**TASK PROMPT**
Within the entries below, find each line containing the word "新屋上野線" and copy it.

Segment Start: RECORDED INFORMATION

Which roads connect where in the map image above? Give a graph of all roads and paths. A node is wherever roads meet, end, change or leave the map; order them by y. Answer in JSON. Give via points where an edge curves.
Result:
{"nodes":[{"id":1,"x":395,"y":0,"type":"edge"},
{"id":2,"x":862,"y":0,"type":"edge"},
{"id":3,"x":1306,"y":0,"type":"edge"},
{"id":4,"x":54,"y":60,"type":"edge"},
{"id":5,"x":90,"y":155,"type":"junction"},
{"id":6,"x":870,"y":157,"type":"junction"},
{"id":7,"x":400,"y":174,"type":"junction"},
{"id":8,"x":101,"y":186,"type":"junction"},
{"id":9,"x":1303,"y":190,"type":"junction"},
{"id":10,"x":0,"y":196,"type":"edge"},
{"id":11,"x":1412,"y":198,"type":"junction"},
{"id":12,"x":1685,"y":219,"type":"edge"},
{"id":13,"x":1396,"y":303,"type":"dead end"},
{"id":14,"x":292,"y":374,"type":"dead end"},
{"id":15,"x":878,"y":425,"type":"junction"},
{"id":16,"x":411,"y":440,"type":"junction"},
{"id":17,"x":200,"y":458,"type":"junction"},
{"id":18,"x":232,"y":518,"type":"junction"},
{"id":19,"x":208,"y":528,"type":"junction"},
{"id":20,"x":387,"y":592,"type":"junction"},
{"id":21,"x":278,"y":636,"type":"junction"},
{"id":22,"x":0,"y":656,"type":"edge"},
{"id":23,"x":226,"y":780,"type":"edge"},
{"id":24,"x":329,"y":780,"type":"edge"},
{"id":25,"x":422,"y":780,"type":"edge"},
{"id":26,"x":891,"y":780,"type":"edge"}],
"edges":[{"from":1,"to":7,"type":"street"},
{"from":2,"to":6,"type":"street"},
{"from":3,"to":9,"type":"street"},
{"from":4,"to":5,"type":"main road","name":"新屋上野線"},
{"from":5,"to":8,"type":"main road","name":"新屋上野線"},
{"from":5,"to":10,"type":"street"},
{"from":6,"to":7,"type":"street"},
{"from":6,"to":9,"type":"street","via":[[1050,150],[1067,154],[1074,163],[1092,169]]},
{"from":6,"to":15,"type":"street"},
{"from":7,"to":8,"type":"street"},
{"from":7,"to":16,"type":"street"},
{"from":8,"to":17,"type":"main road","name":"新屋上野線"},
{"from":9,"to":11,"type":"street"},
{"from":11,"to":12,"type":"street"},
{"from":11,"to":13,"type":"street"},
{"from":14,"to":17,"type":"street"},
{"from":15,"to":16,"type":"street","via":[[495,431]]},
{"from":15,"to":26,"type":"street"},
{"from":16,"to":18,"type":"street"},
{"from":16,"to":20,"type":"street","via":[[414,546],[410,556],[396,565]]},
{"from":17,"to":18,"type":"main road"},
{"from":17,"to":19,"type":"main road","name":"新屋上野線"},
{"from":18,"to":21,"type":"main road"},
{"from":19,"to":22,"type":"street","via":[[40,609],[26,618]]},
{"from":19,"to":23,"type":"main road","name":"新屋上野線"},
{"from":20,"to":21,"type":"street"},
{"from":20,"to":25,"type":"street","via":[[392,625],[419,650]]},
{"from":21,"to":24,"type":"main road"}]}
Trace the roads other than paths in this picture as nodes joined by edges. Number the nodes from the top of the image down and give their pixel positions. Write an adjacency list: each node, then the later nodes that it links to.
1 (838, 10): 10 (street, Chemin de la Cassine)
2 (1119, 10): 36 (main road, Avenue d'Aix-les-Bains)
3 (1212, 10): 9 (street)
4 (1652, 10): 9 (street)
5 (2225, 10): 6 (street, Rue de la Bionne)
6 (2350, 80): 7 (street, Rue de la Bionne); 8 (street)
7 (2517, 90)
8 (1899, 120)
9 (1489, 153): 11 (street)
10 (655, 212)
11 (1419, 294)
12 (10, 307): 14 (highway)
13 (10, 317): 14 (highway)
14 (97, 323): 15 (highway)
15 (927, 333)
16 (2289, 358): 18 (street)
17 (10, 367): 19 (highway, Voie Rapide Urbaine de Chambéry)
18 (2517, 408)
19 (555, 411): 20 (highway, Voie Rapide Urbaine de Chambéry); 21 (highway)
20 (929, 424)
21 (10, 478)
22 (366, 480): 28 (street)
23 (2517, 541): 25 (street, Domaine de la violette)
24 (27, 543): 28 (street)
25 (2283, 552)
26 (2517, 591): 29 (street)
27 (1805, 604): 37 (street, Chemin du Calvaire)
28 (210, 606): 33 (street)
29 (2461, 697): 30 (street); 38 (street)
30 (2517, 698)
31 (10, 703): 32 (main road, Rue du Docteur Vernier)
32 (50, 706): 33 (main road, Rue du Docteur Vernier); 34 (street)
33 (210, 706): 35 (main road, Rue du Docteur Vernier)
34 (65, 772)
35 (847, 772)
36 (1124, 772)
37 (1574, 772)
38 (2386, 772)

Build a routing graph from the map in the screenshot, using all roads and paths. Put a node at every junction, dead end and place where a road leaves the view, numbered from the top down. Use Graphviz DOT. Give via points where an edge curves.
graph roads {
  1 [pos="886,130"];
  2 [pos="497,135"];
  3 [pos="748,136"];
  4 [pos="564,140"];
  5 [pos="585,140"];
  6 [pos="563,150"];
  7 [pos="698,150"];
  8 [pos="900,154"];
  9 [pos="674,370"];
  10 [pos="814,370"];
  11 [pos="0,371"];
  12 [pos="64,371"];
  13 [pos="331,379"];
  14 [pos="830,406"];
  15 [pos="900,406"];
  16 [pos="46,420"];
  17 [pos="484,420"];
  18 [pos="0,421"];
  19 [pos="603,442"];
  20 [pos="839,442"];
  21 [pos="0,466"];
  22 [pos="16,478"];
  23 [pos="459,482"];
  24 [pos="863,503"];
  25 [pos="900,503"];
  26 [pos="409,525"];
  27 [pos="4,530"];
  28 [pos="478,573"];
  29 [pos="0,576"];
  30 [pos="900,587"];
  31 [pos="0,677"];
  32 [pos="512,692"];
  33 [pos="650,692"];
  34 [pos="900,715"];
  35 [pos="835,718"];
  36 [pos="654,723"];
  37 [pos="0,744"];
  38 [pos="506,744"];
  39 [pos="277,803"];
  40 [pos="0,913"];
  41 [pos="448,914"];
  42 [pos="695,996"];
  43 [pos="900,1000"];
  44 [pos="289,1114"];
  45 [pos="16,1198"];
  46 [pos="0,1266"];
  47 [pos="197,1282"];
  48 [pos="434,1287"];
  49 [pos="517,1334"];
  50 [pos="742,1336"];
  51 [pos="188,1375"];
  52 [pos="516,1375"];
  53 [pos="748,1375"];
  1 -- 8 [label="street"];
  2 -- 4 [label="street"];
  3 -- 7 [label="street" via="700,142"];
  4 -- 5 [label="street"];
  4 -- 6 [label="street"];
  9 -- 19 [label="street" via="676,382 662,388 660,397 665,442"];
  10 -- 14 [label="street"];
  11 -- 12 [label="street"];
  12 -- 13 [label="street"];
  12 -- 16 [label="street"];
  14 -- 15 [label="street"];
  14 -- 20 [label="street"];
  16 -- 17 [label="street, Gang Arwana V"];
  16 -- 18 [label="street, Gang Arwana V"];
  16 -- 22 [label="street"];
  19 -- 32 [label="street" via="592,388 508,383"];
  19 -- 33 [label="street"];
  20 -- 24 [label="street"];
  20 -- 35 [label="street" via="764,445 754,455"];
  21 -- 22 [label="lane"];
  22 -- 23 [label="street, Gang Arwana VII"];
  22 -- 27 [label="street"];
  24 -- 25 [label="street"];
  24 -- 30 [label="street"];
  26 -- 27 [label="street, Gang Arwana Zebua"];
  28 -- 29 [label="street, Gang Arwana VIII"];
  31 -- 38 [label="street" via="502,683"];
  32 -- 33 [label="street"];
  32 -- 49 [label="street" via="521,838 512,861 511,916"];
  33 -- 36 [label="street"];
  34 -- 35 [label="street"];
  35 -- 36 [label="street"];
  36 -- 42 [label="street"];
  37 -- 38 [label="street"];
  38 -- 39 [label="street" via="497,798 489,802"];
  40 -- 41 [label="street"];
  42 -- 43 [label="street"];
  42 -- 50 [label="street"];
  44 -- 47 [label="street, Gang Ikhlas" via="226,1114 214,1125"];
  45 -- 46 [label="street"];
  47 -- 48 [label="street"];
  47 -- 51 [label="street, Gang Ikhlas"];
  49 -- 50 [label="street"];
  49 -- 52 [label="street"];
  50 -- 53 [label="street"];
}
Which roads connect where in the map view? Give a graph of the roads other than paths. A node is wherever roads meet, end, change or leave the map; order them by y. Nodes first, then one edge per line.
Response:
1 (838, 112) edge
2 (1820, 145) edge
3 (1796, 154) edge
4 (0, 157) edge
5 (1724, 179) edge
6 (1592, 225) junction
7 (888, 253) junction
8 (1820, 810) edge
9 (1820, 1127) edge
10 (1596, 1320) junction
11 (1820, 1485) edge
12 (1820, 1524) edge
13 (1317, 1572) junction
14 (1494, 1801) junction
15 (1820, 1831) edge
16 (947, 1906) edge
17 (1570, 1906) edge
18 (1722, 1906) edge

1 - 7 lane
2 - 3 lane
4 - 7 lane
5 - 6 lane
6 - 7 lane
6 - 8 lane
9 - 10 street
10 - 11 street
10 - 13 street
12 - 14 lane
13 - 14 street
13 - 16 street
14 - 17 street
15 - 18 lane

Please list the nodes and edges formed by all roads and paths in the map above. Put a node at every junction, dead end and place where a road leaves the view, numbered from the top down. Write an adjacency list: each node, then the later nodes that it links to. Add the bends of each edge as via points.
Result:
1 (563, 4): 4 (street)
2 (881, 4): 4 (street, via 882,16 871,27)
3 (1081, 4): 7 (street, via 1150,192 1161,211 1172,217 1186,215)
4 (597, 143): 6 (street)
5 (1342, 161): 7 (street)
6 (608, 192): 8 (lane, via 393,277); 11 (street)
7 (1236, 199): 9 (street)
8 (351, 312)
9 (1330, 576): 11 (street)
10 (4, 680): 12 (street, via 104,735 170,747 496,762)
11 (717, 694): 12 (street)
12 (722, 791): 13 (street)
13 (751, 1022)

Segment End: RECORDED INFORMATION

**RESULT BELOW**
{"from":4,"to":5,"type":"main road","name":"新屋上野線"},
{"from":5,"to":8,"type":"main road","name":"新屋上野線"},
{"from":8,"to":17,"type":"main road","name":"新屋上野線"},
{"from":17,"to":19,"type":"main road","name":"新屋上野線"},
{"from":19,"to":23,"type":"main road","name":"新屋上野線"},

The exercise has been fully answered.